Alaska Railroad freight train derails after running into avalanche debris near Girwood
An Alaska Railroad freight train is surrounded by snow after driving into an avalanche slide near Girwood on Tuesday morning, Jan. 17, 2023. Two locomotives were derailed, but no injuries were reported. (courtesy alaska railroad)

An Alaska Railroad freight train went under avalanche debris on the tracks Tuesday morning south of Girwood.

Railway officials said two locomotives were derailed and a third partially derailed by the collision. Girdwood Fire & Rescue helped out Two crew members in the main locomotive. They were harmless.

“It is certainly an unusual occurrence that a train has been affected,” said rail spokeswoman Christy Terry.

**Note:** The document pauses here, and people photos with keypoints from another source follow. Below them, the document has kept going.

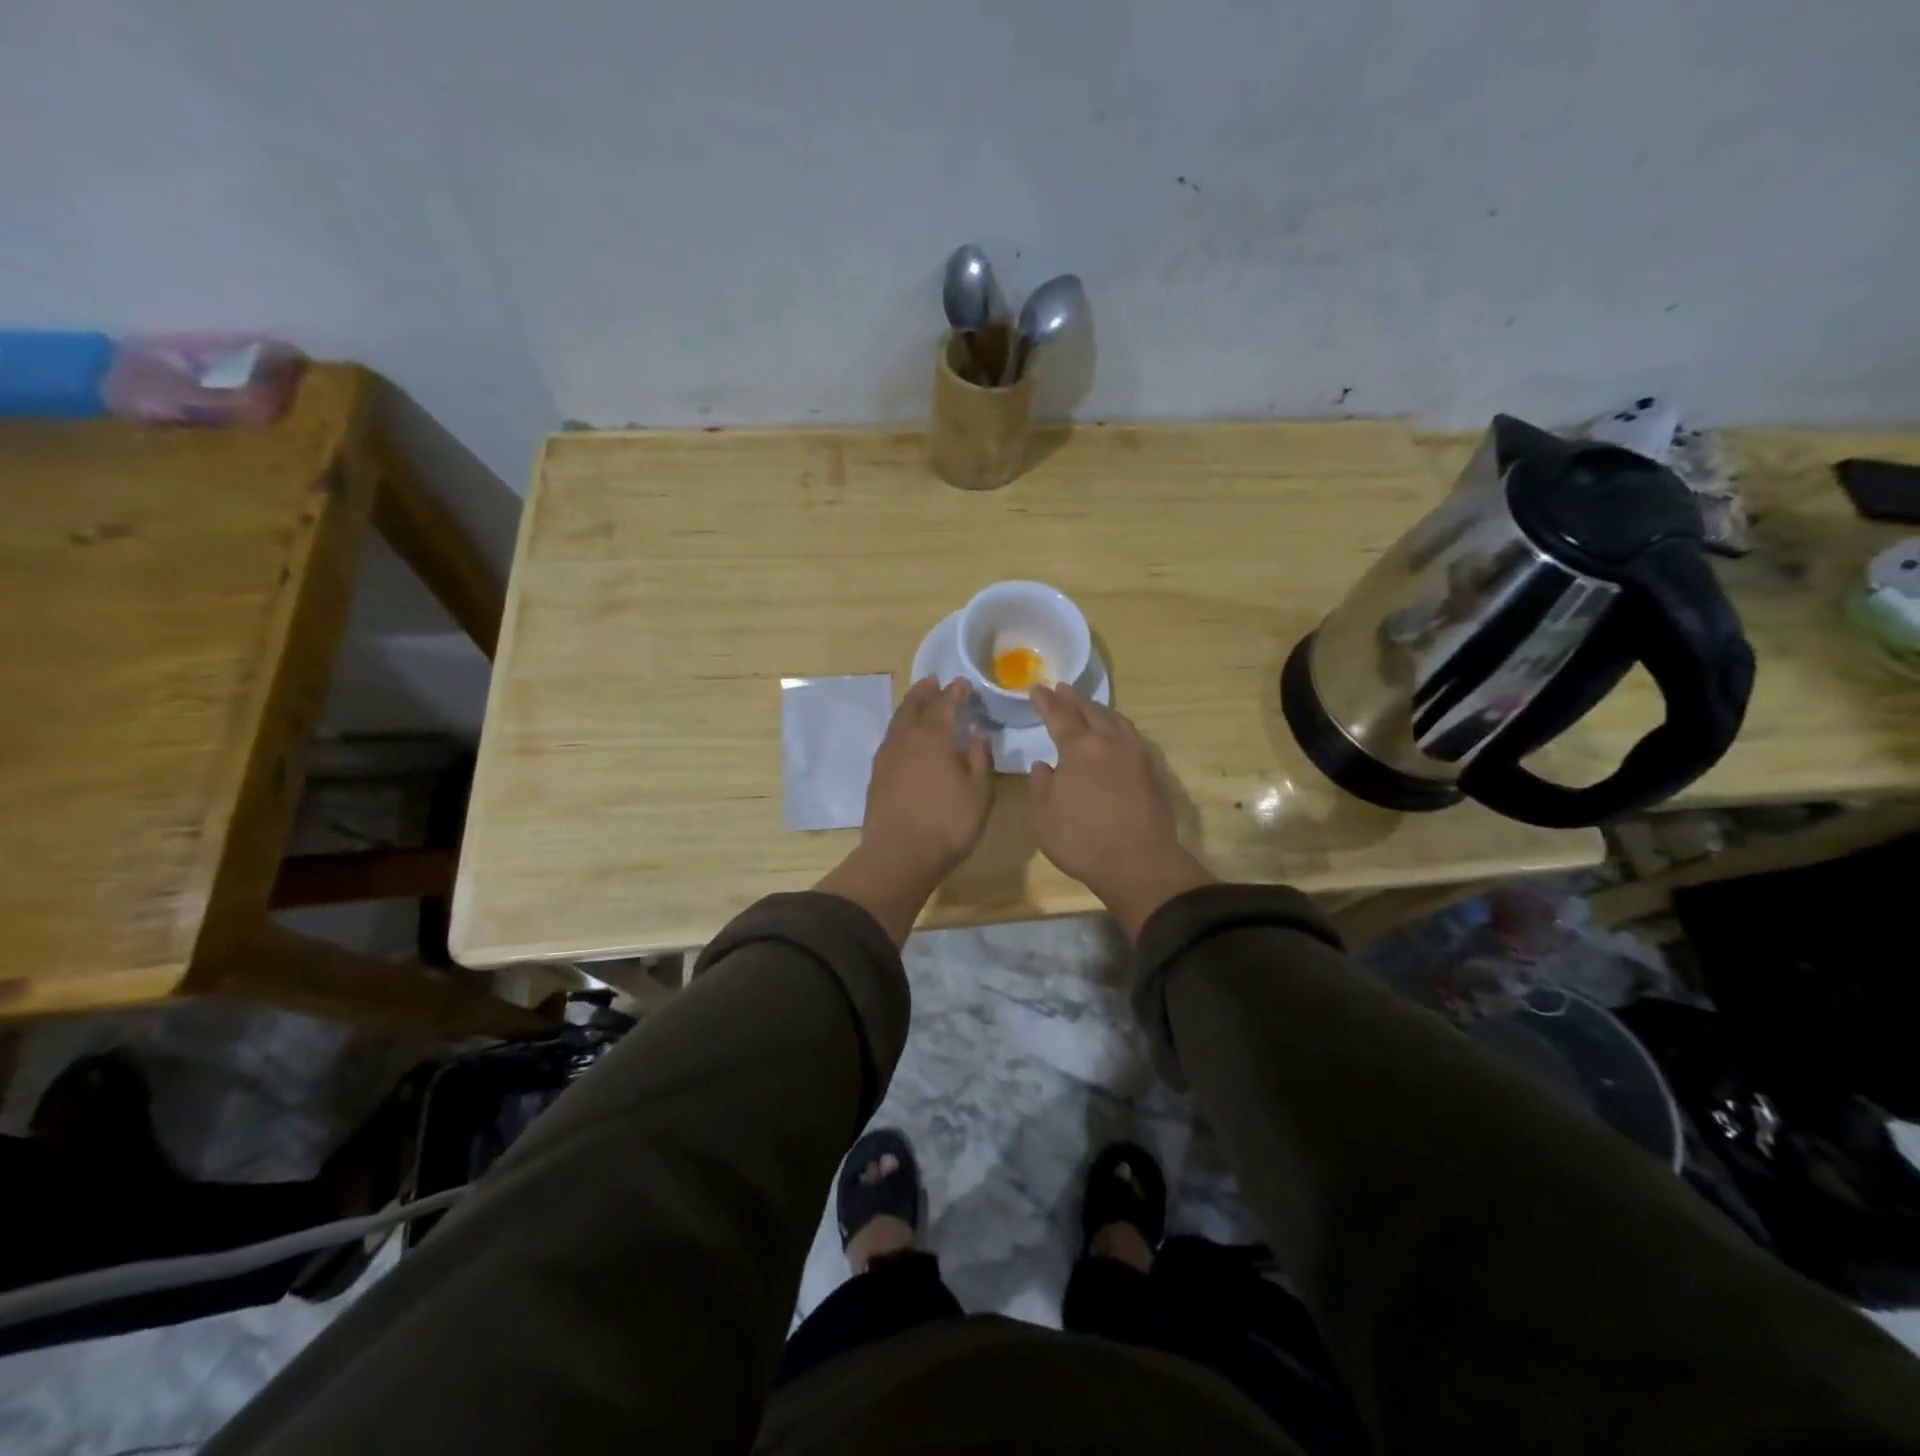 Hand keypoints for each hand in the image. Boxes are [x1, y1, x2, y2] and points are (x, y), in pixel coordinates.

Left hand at [863, 677, 993, 875]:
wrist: (898, 856)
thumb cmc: (947, 825)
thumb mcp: (979, 794)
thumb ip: (979, 761)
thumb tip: (977, 736)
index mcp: (933, 739)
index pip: (944, 706)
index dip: (954, 693)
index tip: (962, 684)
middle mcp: (906, 741)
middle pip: (913, 707)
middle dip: (925, 693)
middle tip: (933, 682)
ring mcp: (887, 759)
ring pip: (897, 723)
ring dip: (909, 708)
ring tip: (918, 703)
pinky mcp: (876, 778)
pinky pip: (889, 741)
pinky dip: (899, 730)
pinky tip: (904, 739)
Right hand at [1029, 684, 1213, 936]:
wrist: (1139, 862)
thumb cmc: (1082, 840)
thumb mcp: (1045, 816)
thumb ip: (1041, 785)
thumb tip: (1044, 766)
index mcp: (1079, 747)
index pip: (1059, 715)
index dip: (1046, 702)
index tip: (1036, 689)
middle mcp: (1109, 741)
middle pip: (1091, 710)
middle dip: (1073, 698)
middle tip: (1061, 689)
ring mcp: (1136, 753)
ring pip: (1116, 720)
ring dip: (1099, 709)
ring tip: (1088, 706)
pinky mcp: (1152, 770)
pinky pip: (1132, 735)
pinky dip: (1118, 726)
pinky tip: (1116, 733)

An overnight slide occurred before the arrival of a northbound train a few miles south of Girdwood along the Turnagain Arm. The train collided with the wreckage just before 2 o’clock

Justin Shelby, administrative operations manager for the Alaska Department of Transportation and Public Facilities, said the slide did not directly affect motorists because it did not reach Seward Highway. Shelby said there were traffic delays later Tuesday morning while the department conducted related operations. Avalanche Mitigation Work Along Hwy., between mileposts 85 and 88.

The 3,144-foot-long freight train and its 6,091 tonnes of cargo were still out as of Tuesday afternoon. Terry said the security assessment and planning is ongoing and more details will come on Wednesday.

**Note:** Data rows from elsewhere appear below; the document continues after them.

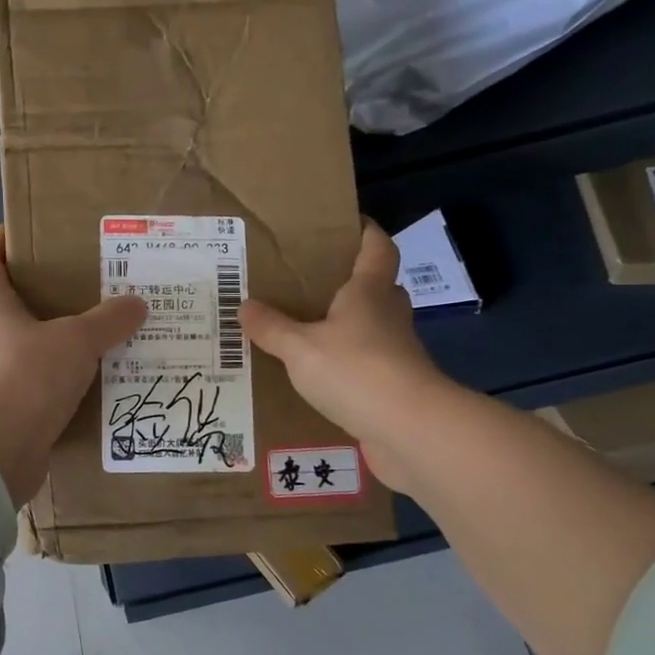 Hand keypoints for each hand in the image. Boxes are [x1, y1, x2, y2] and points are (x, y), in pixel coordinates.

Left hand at [0, 227, 147, 506]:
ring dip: (50, 339)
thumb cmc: (27, 380)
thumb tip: (136, 303)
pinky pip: (29, 381)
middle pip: (5, 303)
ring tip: (92, 336)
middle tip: (81, 287)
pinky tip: (86, 382)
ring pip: (20, 344)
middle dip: (39, 293)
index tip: (23, 231)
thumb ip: (108, 321)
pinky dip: (52, 377)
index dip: (0, 241)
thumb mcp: (76, 342)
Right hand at [239, 220, 445, 490]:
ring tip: (306, 330)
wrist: (410, 430)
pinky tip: (317, 376)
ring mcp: (397, 352)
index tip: (348, 223)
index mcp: (369, 292)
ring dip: (347, 326)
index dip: (367, 232)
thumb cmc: (356, 371)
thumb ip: (272, 327)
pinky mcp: (396, 386)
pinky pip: (368, 365)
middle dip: (351, 282)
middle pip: (377, 287)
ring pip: (372, 328)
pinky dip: (347, 365)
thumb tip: (244, 305)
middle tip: (313, 283)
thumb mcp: (300, 347)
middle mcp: (388, 315)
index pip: (378, 248) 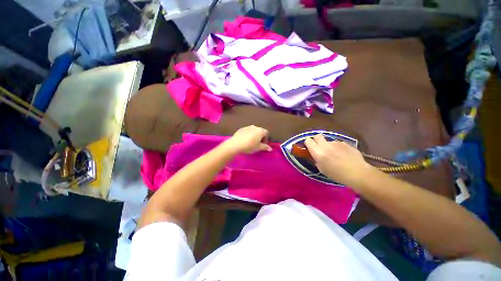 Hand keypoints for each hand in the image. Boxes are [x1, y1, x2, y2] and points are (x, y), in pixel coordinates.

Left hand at [225, 125, 271, 153]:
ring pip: (253, 131)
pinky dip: (247, 134)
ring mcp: (247, 127)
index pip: (266, 133)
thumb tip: (271, 148)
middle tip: (257, 143)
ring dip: (254, 135)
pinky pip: (247, 131)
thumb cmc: (249, 146)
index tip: (262, 144)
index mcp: (260, 131)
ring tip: (250, 142)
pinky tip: (244, 140)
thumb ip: (265, 147)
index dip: (265, 139)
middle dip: (260, 136)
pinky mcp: (241, 129)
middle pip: (260, 131)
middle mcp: (254, 127)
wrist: (235, 144)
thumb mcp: (258, 148)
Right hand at [304, 134, 374, 187]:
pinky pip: (338, 144)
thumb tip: (315, 156)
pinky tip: (343, 155)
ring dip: (329, 146)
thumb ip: (316, 160)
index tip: (310, 148)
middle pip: (317, 136)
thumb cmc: (337, 174)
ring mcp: (336, 143)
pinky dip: (338, 148)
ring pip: (329, 141)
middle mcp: (326, 145)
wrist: (358, 173)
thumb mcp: (322, 169)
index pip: (308, 141)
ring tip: (335, 155)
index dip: (308, 143)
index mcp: (318, 152)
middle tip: (320, 148)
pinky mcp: (345, 143)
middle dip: (317, 140) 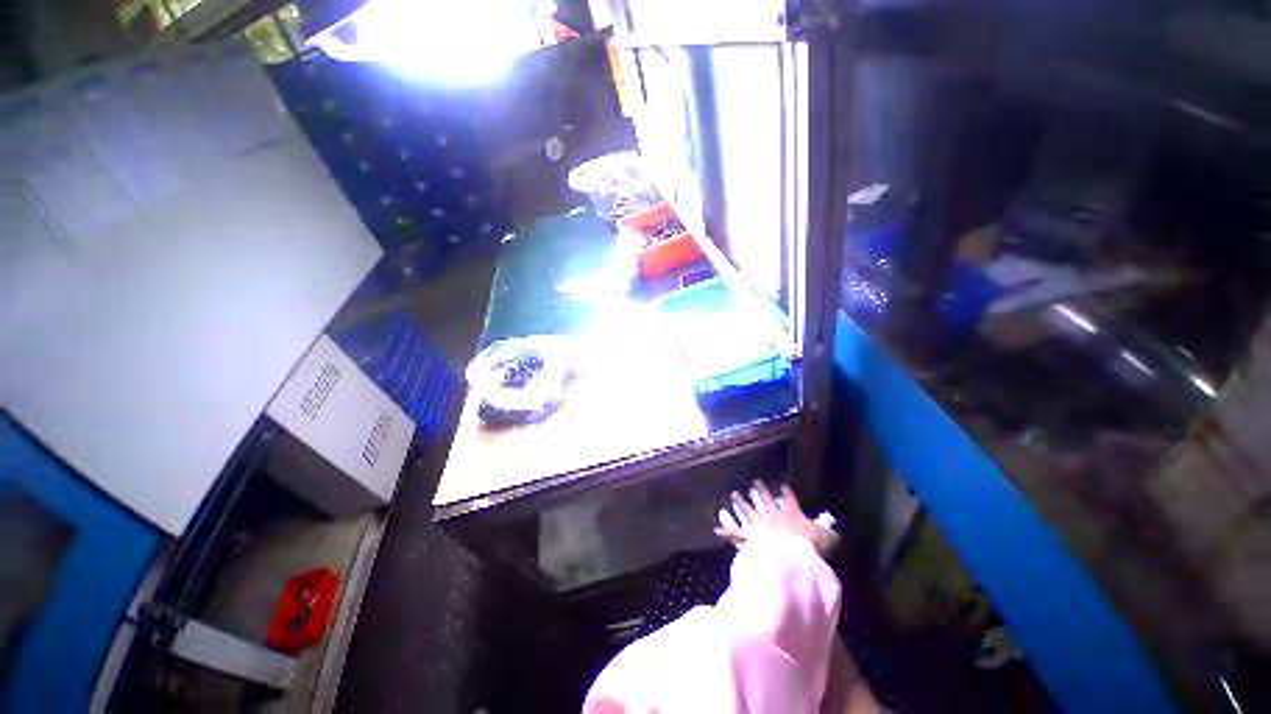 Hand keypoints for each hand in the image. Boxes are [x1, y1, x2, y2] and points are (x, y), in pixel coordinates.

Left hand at [716, 481, 839, 557]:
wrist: (793, 554)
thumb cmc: (811, 546)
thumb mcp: (826, 539)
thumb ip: (830, 534)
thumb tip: (836, 532)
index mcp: (792, 514)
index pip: (790, 500)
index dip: (786, 493)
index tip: (782, 486)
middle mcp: (774, 516)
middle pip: (766, 501)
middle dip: (760, 491)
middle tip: (755, 482)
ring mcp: (760, 525)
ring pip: (749, 511)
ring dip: (741, 503)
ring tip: (734, 494)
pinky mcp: (751, 537)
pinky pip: (737, 534)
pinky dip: (727, 532)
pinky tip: (716, 529) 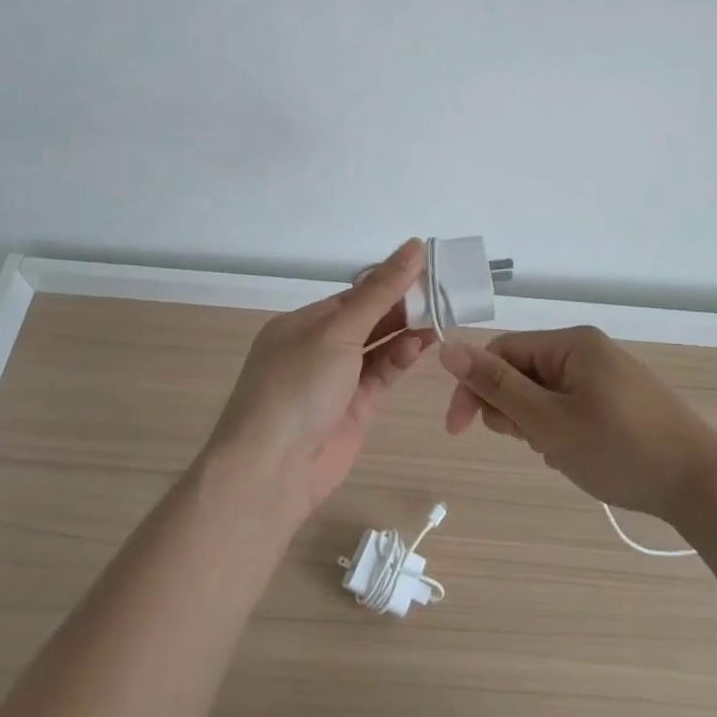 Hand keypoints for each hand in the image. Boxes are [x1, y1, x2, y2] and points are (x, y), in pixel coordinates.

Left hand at [207, 239, 434, 512]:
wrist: (272, 471)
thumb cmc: (298, 386)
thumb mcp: (339, 331)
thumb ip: (380, 291)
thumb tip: (414, 245)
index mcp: (302, 323)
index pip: (353, 294)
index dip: (389, 280)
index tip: (427, 267)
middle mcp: (317, 348)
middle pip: (367, 318)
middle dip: (402, 305)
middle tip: (444, 291)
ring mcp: (336, 381)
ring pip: (377, 347)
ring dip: (406, 331)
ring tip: (442, 314)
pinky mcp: (354, 409)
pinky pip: (382, 374)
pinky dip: (401, 358)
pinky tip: (424, 343)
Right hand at [440, 327, 716, 521]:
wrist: (702, 486)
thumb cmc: (621, 450)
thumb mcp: (549, 422)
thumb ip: (497, 386)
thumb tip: (447, 347)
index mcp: (570, 343)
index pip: (501, 351)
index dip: (474, 387)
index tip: (460, 431)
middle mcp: (587, 349)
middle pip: (522, 371)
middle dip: (513, 410)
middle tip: (534, 443)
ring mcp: (606, 374)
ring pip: (543, 393)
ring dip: (537, 424)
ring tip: (561, 453)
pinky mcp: (619, 399)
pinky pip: (569, 406)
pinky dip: (561, 430)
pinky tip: (578, 455)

“Any crew would only be during daylight hours for safety reasons,” Terry said. “We will be able to finalize our further plans to get the locomotive back on rail and continue that freight train movement.”

The train was bound for Anchorage from Whittier.

Wendy Wagner, director of the Chugach National Forest Avalanche Center, said the weather Monday night created suitable conditions for avalanches at Girdwood, Turnagain Pass and East Turnagain Arm.

“We had a fast-hitting storm that actually dumped more than — double the amount of snow expected overnight. So that’s what we call that kind of quick, intense loading condition, and that came with the wind as well,” Wagner he said. “When you get weather that comes on so quickly, you can get natural avalanches, avalanches that are just caused by the weather.”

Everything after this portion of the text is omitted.